Entries taken from a collection
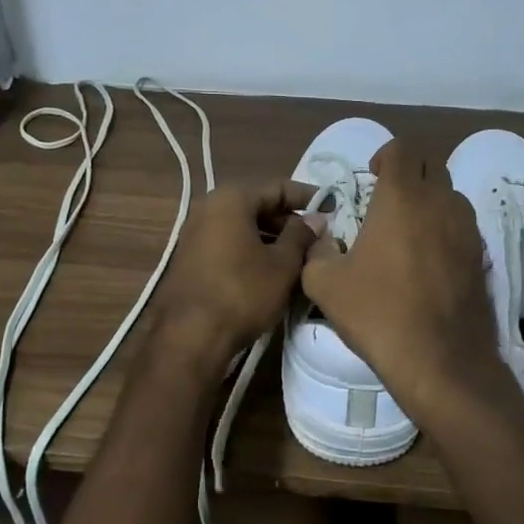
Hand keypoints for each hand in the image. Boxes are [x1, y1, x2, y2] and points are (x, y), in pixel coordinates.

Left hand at [154, 180, 319, 366]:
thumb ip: (302, 236)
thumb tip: (316, 219)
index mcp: (232, 198)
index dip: (309, 197)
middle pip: (258, 205)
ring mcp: (195, 231)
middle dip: (289, 220)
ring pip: (244, 226)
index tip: (333, 207)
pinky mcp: (191, 256)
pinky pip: (229, 242)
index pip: (279, 187)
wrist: (190, 336)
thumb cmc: (243, 292)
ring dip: (272, 237)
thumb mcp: (282, 264)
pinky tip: (272, 269)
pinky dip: (252, 249)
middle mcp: (209, 206)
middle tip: (318, 238)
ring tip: (300, 257)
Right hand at [300, 140, 508, 420]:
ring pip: (450, 194)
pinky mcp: (482, 256)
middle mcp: (440, 202)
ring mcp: (467, 229)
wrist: (440, 360)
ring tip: (407, 230)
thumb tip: (325, 240)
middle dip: (408, 173)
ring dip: (429, 200)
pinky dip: (445, 228)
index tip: (372, 178)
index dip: (385, 155)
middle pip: (431, 165)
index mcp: (402, 197)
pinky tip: (427, 261)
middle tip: (386, 201)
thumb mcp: (324, 283)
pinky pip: (462, 225)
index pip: (403, 148)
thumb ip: (317, 251)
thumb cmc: (377, 313)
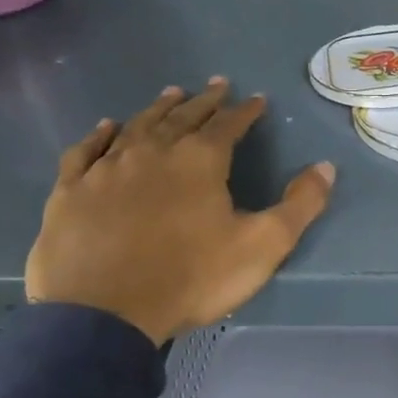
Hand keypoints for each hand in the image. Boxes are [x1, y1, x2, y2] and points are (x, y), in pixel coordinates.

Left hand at [24, 79, 334, 345]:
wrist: (104, 313)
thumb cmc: (191, 278)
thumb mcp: (263, 246)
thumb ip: (299, 205)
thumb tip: (326, 166)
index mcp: (200, 161)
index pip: (228, 125)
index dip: (245, 110)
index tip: (256, 98)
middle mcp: (153, 152)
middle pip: (182, 117)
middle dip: (204, 101)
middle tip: (216, 84)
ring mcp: (107, 169)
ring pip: (137, 126)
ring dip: (158, 109)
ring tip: (171, 94)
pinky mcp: (71, 191)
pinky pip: (86, 151)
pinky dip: (99, 135)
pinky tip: (107, 127)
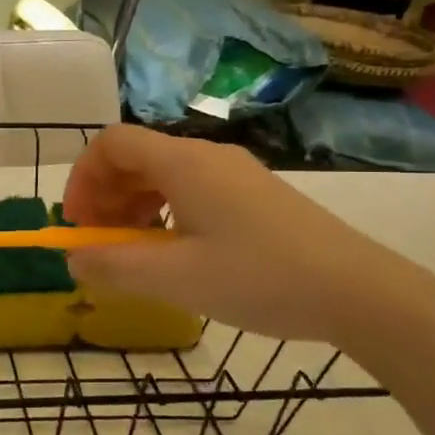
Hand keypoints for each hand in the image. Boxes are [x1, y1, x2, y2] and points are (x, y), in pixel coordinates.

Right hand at [62, 125, 421, 348]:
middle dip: (105, 196)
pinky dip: (164, 212)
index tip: (77, 223)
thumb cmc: (260, 278)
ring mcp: (235, 174)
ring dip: (133, 206)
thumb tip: (73, 259)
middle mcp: (207, 156)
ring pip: (163, 175)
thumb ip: (114, 267)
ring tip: (132, 251)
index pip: (112, 143)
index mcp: (184, 163)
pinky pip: (191, 190)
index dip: (82, 178)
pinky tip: (174, 252)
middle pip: (136, 157)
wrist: (360, 291)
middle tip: (99, 243)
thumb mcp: (176, 279)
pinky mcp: (255, 195)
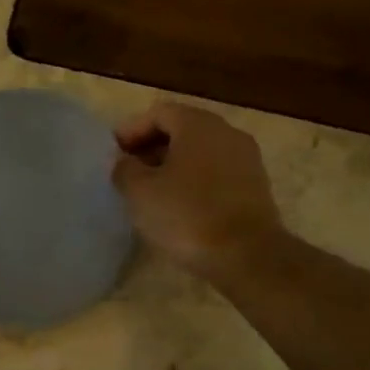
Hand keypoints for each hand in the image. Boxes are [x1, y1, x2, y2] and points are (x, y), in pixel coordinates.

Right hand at [112, 103, 285, 281]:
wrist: (247, 256)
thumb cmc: (187, 215)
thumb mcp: (140, 191)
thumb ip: (124, 168)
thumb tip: (124, 161)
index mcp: (198, 125)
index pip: (159, 113)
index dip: (131, 130)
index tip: (114, 154)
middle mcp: (226, 133)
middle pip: (182, 129)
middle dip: (152, 147)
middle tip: (128, 171)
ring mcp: (246, 159)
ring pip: (200, 152)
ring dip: (173, 165)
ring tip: (150, 191)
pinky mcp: (255, 187)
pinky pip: (216, 173)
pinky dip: (194, 181)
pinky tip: (178, 205)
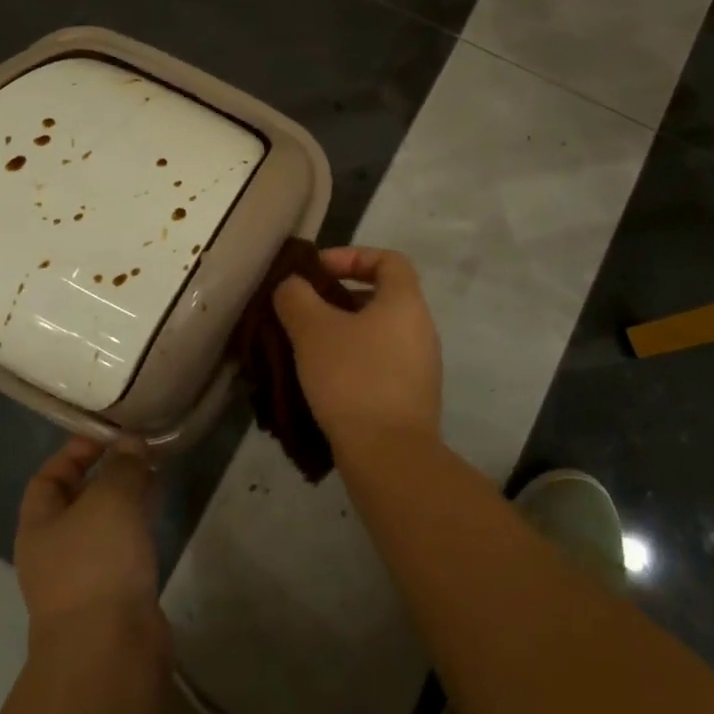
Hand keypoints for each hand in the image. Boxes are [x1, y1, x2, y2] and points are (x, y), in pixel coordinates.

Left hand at [15, 437, 165, 651]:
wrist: (109, 653)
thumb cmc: (97, 564)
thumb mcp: (111, 499)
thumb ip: (123, 466)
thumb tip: (131, 444)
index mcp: (38, 525)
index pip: (49, 476)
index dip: (75, 452)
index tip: (109, 435)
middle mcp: (54, 551)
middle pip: (76, 501)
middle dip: (106, 474)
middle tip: (140, 452)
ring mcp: (82, 578)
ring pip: (103, 526)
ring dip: (125, 500)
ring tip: (155, 476)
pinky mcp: (112, 598)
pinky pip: (122, 550)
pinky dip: (137, 528)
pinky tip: (157, 515)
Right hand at [273, 246, 441, 458]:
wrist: (390, 457)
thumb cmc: (352, 379)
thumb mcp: (312, 329)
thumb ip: (296, 297)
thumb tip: (292, 286)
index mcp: (405, 302)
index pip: (388, 259)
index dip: (351, 256)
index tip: (317, 272)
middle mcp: (421, 329)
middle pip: (381, 297)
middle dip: (339, 299)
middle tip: (304, 311)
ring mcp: (421, 367)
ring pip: (378, 334)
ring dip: (343, 334)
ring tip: (307, 348)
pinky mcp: (412, 399)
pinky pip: (380, 365)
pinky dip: (353, 363)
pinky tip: (324, 382)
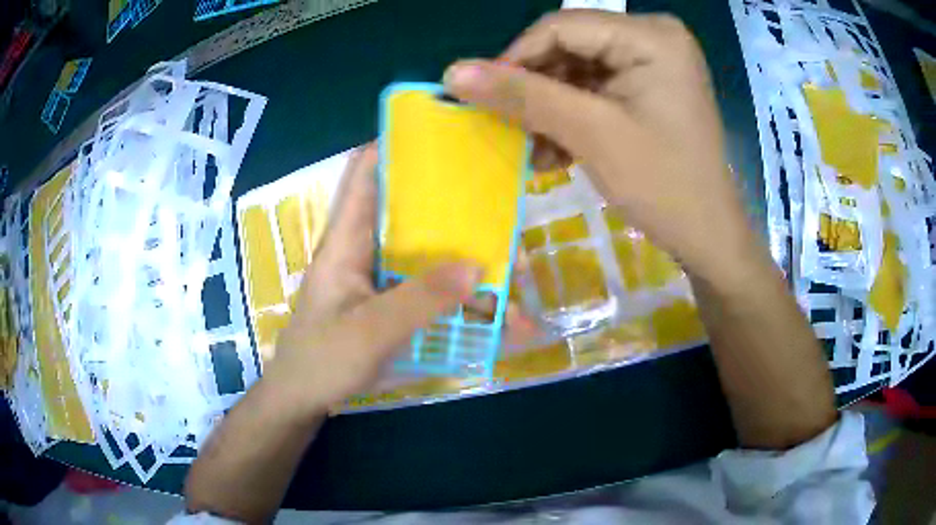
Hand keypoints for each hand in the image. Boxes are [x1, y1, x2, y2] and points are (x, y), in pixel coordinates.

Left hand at [265, 145, 482, 414]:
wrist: (302, 400)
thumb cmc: (321, 361)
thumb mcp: (370, 332)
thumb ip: (420, 299)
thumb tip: (478, 265)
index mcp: (347, 240)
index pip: (365, 172)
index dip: (395, 145)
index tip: (443, 134)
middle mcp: (366, 250)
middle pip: (412, 212)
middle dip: (455, 208)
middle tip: (502, 207)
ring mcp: (380, 279)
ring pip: (430, 256)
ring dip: (471, 265)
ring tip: (517, 273)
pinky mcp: (391, 304)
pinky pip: (433, 292)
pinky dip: (464, 301)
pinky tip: (499, 318)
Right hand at [443, 11, 763, 288]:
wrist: (708, 236)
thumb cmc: (664, 186)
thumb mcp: (591, 134)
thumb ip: (522, 96)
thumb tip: (452, 73)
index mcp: (651, 36)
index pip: (561, 27)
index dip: (514, 58)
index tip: (480, 97)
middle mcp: (653, 37)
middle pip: (568, 47)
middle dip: (534, 90)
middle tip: (507, 128)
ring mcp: (652, 63)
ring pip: (576, 71)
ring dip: (548, 109)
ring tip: (531, 150)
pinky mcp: (648, 87)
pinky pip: (594, 90)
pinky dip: (570, 117)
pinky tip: (554, 152)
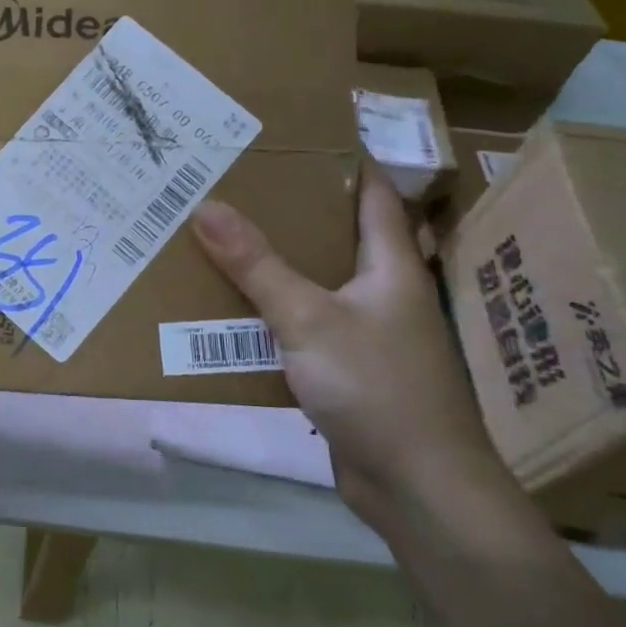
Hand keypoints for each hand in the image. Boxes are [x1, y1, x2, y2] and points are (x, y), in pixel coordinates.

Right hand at [190, 166, 513, 527]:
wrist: (420, 489)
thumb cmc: (377, 387)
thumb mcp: (308, 317)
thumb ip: (257, 264)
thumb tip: (206, 207)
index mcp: (391, 266)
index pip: (373, 194)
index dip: (343, 161)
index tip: (295, 137)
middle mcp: (383, 293)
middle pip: (337, 237)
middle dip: (291, 212)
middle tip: (237, 186)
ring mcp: (367, 335)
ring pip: (316, 285)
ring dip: (277, 266)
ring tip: (223, 238)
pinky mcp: (348, 373)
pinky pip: (304, 329)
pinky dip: (273, 315)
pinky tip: (234, 310)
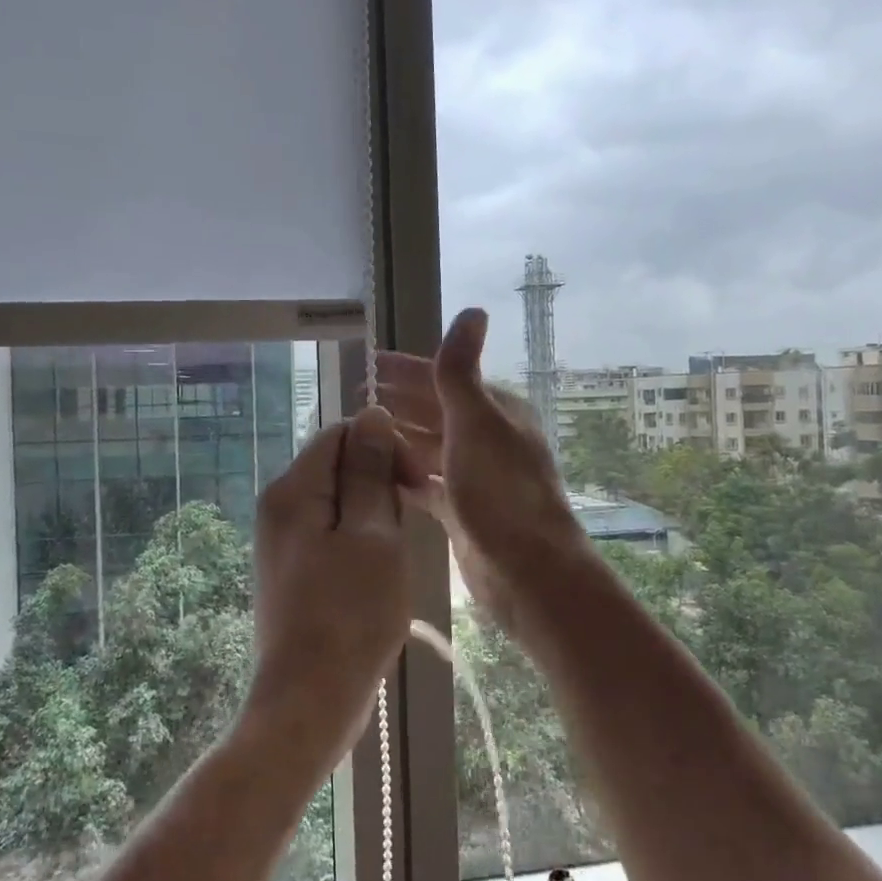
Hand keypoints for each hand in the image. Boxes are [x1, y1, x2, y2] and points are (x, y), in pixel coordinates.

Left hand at [242, 405, 414, 775]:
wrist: (309, 701)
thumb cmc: (349, 616)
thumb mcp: (372, 535)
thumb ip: (369, 471)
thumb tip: (371, 414)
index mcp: (293, 490)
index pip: (342, 433)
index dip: (384, 447)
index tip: (415, 484)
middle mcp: (279, 506)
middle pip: (338, 465)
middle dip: (379, 484)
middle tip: (405, 529)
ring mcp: (283, 540)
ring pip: (340, 502)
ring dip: (375, 517)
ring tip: (394, 557)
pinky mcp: (293, 569)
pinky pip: (333, 532)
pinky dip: (361, 542)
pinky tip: (378, 574)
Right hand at [378, 309, 591, 639]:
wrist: (528, 570)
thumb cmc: (500, 490)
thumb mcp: (476, 422)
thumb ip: (461, 371)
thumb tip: (473, 310)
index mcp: (495, 412)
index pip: (444, 379)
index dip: (406, 370)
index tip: (368, 364)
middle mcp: (487, 440)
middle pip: (435, 412)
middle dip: (398, 403)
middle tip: (353, 398)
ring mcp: (476, 477)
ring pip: (429, 448)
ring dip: (398, 438)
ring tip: (359, 434)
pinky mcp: (464, 512)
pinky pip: (428, 484)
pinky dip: (405, 475)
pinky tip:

→ **TASK OBJECTIVE**
Transcribe the entries above exactly, from their first line through the line with "pinky pip: (229, 242)", and omit all pictures.

→ **SOLUTION FOR THIS EXERCISE**
Hand keypoints for each hand in the image. Boxes are [x1, y1, x2, y2] and points are (x, y), in pixel coordinates.

Left hand at [154, 180, 319, 366]:
thumb ip: (302, 236)
thumb tip: (316, 219)
index mcp: (232, 198)
index dip: (309, 197)
middle pip: (258, 205)
ring mcp: (195, 231)
middle dip: (289, 220)
ring pip: (244, 226)
index tip: (333, 207)
pinky mcp: (191, 256)
pinky pip: (229, 242)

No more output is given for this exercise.